Intra-operative epicardial mapping (interelectrode distance 2mm) of the right and left atrium (RA, LA), Bachmann’s Bundle (BB) and pulmonary vein area (PVA) was performed during SR in 67 patients (27 male, 67 ± 11 years) with or without a history of paroxysmal atrial fibrillation (PAF). Unipolar single potentials (SPs) were classified according to their differences in relative R- and S-wave amplitude ratios.

Results

Epicardial EGMs revealed a wide variation of R/S ratios. A clear predominance of S-waves was observed at BB and the RA in both the no history of AF (no AF) and PAF group (BB 88.8% vs. 85.9%, RA: 92.1% vs. 85.1%, respectively). Differences between both groups were found at the RA, BB and LA (P = 0.021, P = 0.003 and P = 0.013, respectively).

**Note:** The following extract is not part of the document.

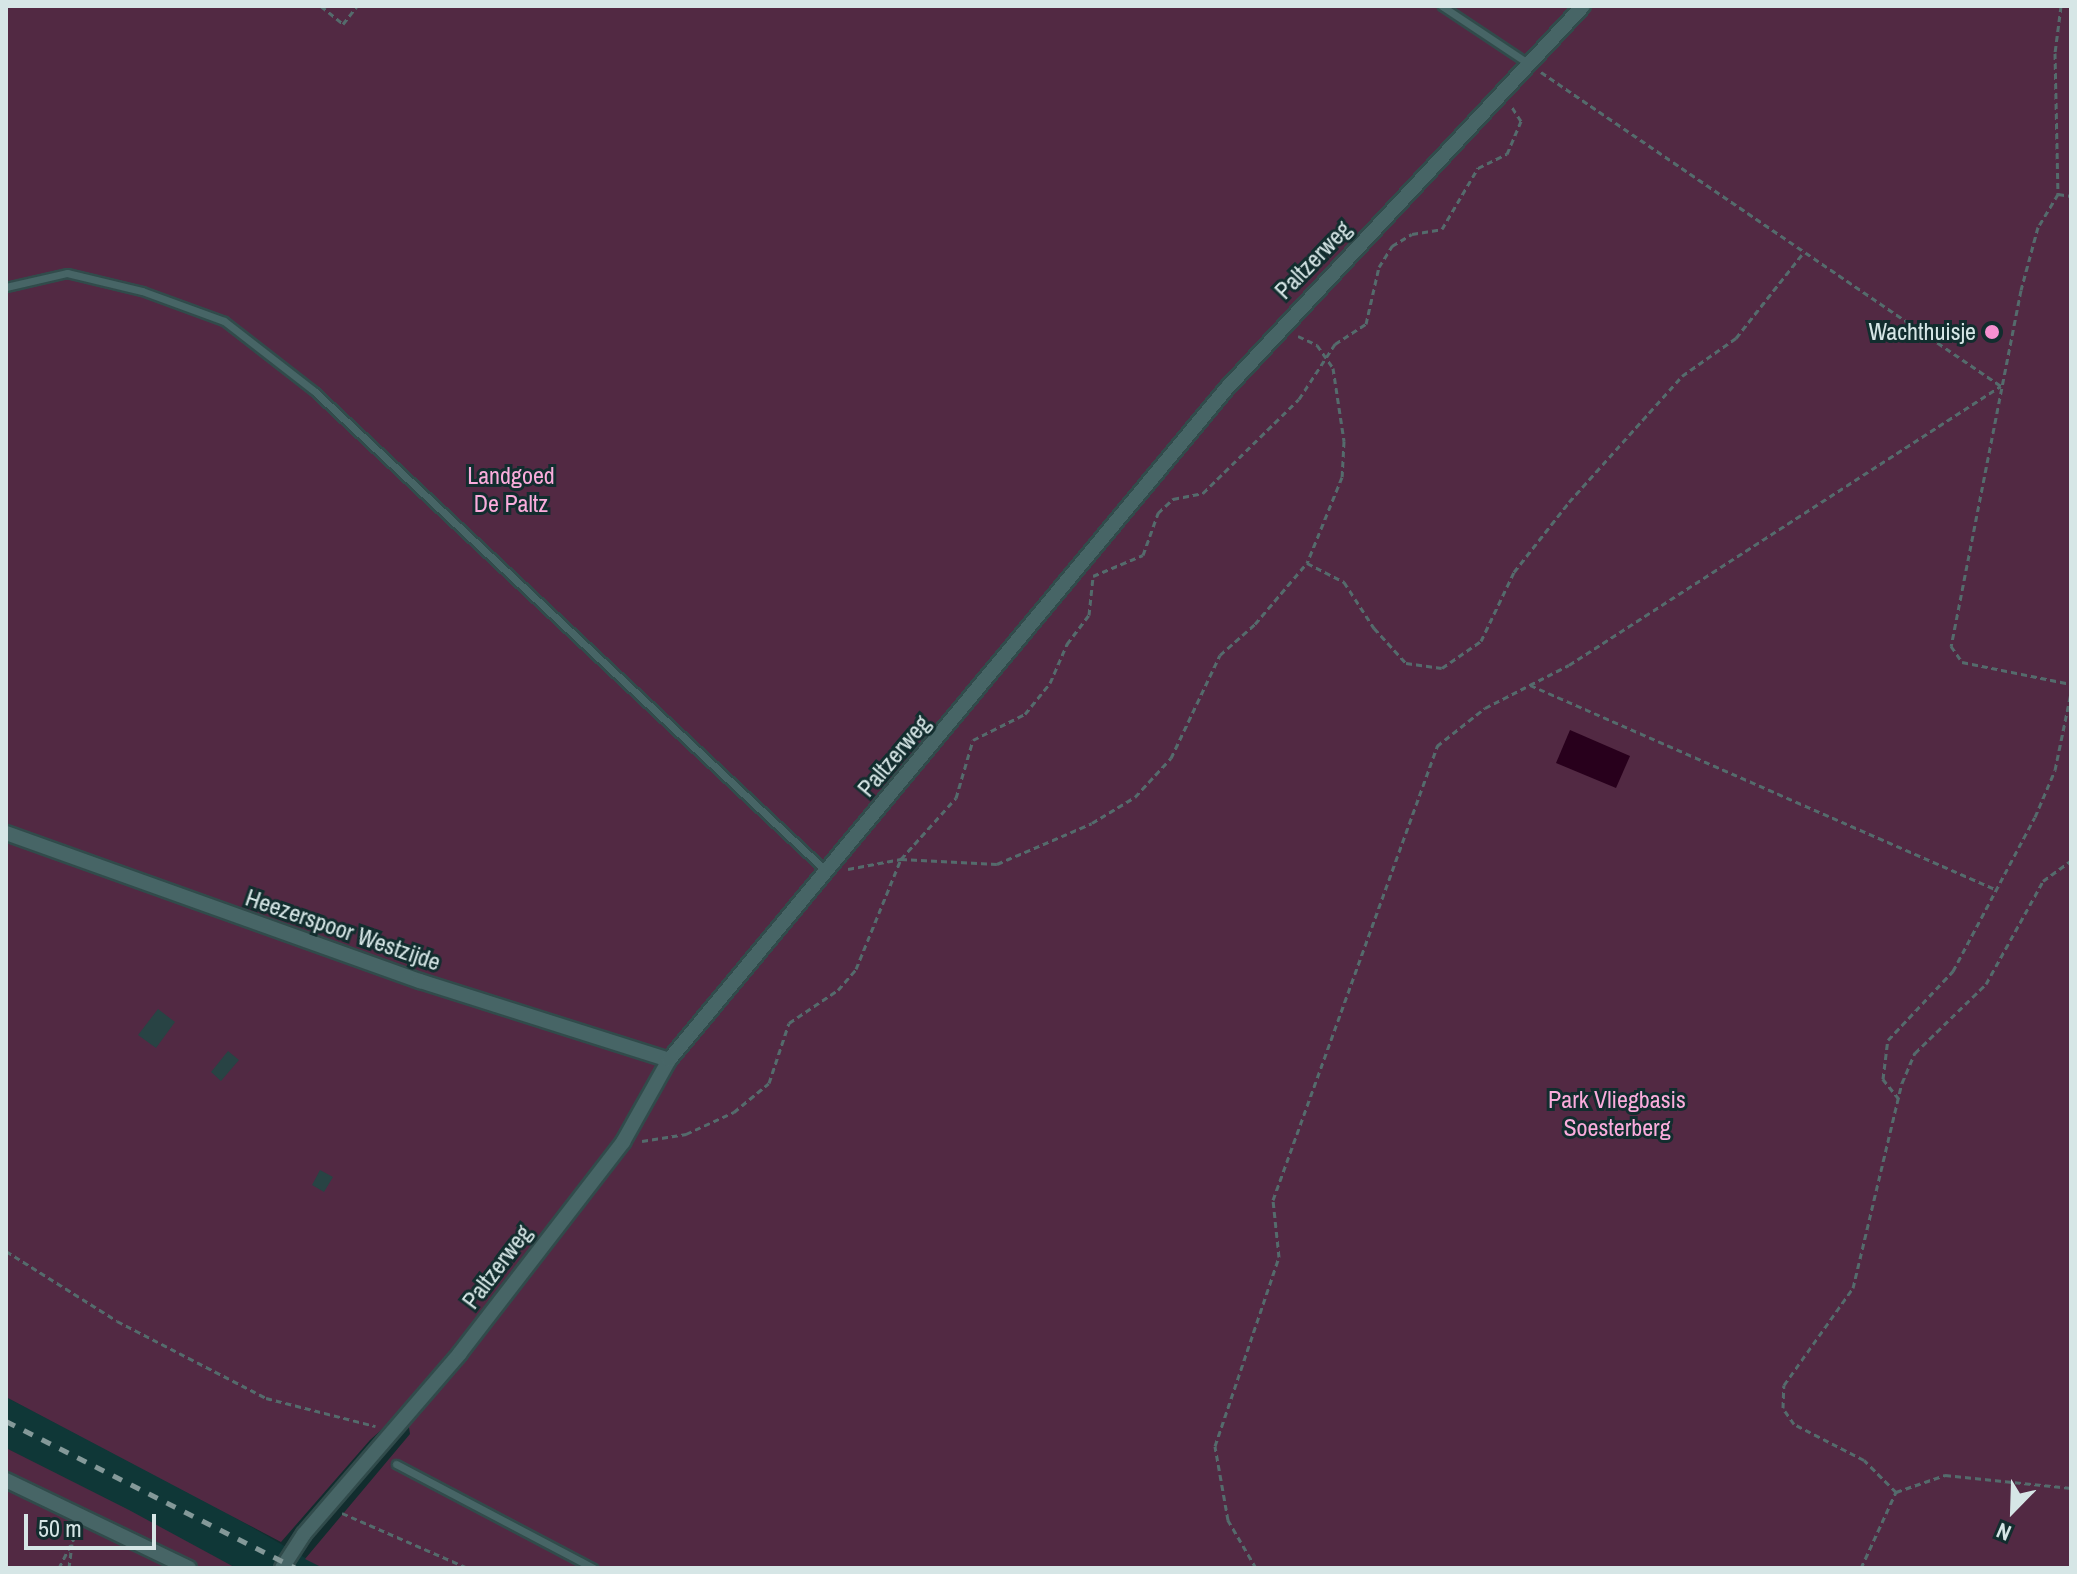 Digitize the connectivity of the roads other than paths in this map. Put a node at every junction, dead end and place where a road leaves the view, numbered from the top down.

EGM voltages of the RA, BB and PVA in the no AF group were significantly higher compared to the PAF group (P < 0.001, P < 0.001 and P < 0.001, respectively), and are mainly determined by the size of the S-waves amplitudes.

Conclusions

Though excitation of the atria during SR is heterogeneously disrupted in patients with MVD, a history of AF in this patient group is characterized by decreased SP amplitudes at BB due to loss of S-wave amplitudes. This, together with our findings that variation in EGM morphologies in our population is considerable, emphasizes the need for a diagnostic tool enabling identification of electropathology in the individual patient.